*To do*.
Your answer should be the lines below from the one holding "wrist: (528, 375)" through the one holding "index mcp: (958, 161)", copied exactly and with nothing else.

╭──

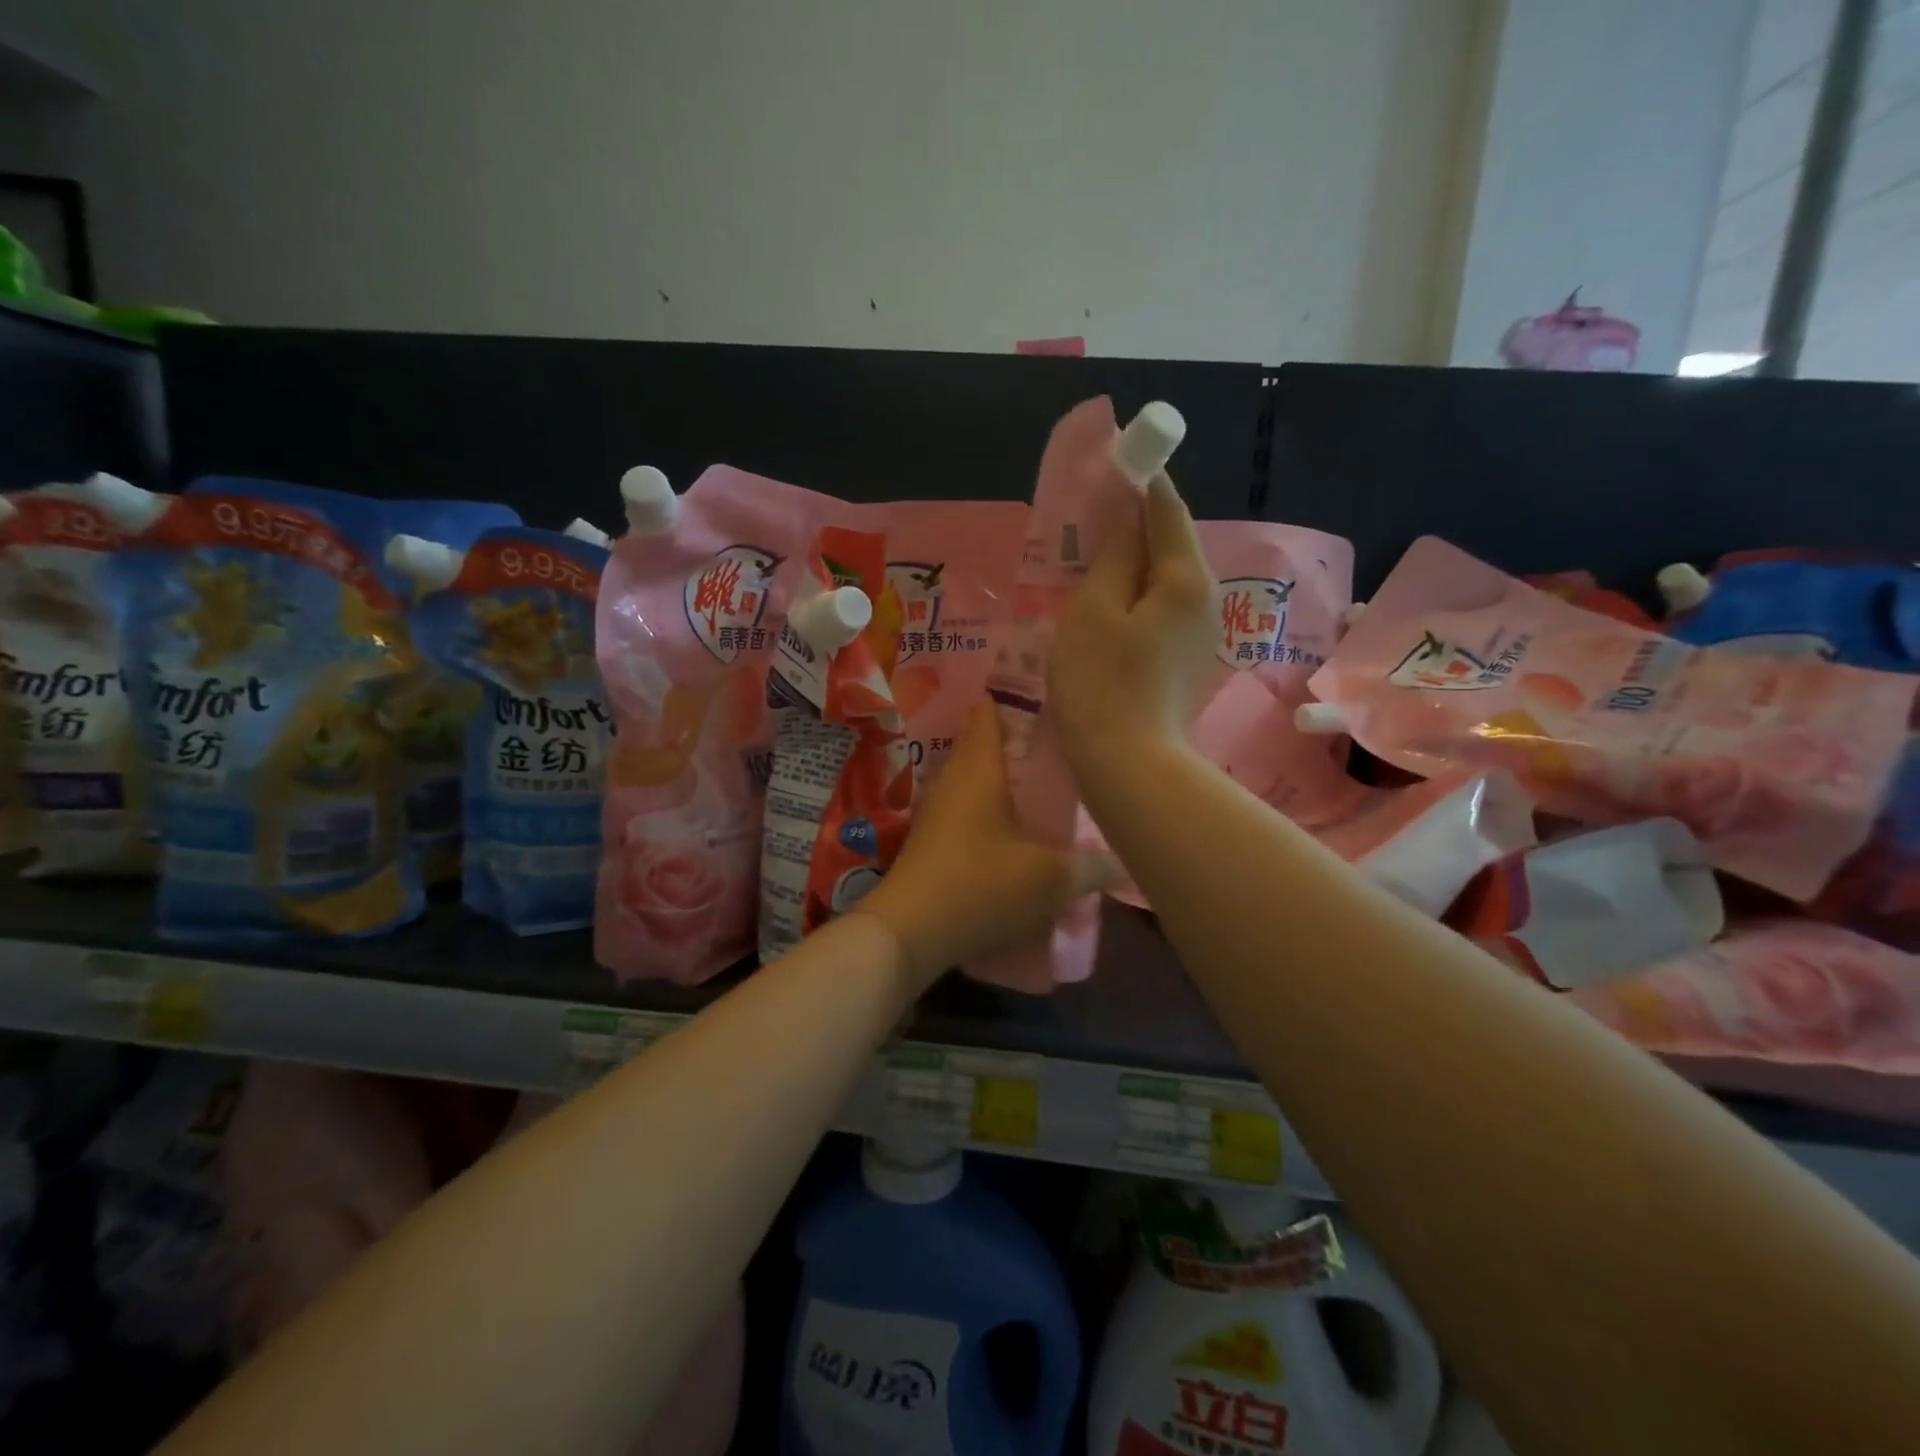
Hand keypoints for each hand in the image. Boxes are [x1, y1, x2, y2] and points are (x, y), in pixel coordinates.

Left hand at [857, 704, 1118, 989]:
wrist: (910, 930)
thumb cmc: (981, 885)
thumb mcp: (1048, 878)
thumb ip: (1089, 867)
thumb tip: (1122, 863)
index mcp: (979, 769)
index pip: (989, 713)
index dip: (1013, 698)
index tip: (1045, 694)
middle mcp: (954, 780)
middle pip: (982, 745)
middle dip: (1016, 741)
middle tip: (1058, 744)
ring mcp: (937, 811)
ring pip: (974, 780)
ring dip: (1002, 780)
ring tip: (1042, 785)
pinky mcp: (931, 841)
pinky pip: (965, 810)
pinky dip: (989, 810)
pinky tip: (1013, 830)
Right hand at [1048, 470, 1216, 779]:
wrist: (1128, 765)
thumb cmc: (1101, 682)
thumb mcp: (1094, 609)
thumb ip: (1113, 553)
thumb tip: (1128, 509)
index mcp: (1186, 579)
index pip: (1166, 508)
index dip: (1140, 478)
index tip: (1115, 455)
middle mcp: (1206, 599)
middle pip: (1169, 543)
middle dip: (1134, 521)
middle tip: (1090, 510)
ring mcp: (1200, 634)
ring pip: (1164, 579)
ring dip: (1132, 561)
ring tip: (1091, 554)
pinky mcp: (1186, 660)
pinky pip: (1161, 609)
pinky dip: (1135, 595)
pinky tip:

╰──
╭──

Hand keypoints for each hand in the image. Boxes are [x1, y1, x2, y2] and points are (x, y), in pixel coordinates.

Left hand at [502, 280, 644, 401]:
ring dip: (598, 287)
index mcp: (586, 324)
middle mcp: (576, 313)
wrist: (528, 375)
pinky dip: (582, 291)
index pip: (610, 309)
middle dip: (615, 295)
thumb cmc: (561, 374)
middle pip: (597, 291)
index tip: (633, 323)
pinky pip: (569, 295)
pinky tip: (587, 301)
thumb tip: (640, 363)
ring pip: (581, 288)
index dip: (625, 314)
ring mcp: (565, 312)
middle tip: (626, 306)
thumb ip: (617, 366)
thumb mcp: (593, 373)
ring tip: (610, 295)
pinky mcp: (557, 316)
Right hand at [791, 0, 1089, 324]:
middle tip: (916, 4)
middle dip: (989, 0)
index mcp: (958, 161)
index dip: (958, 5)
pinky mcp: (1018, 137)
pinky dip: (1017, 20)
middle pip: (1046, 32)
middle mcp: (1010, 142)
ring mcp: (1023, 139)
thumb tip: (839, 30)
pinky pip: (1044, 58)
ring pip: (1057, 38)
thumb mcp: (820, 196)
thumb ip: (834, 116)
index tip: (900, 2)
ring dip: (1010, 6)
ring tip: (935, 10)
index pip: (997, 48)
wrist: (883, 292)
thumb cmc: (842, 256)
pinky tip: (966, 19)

╰──

*Answer to this exercise*.
wrist: (528, 375)
pinky dip: (582, 291)
index pip: (610, 309)
middle dip: (615, 295)
thumb cmc: (561, 374)
middle pip: (597, 291)
index tip: (633, 323)
pinky pip: (569, 295)
pinky tip: (587, 301)
thumb tip: (640, 363)
ring pip: (581, 288)
index dip: (625, 314)
ring mcp: (565, 312)
middle tip: (626, 306)
thumb ip: (617, 366)
thumb mcp: (593, 373)
ring tip: (610, 295)
pinky mcp: (557, 316)
Right hand at [791, 0, 1089, 324]:
middle tip: (916, 4)
middle dip: (989, 0)
index mcp: (958, 161)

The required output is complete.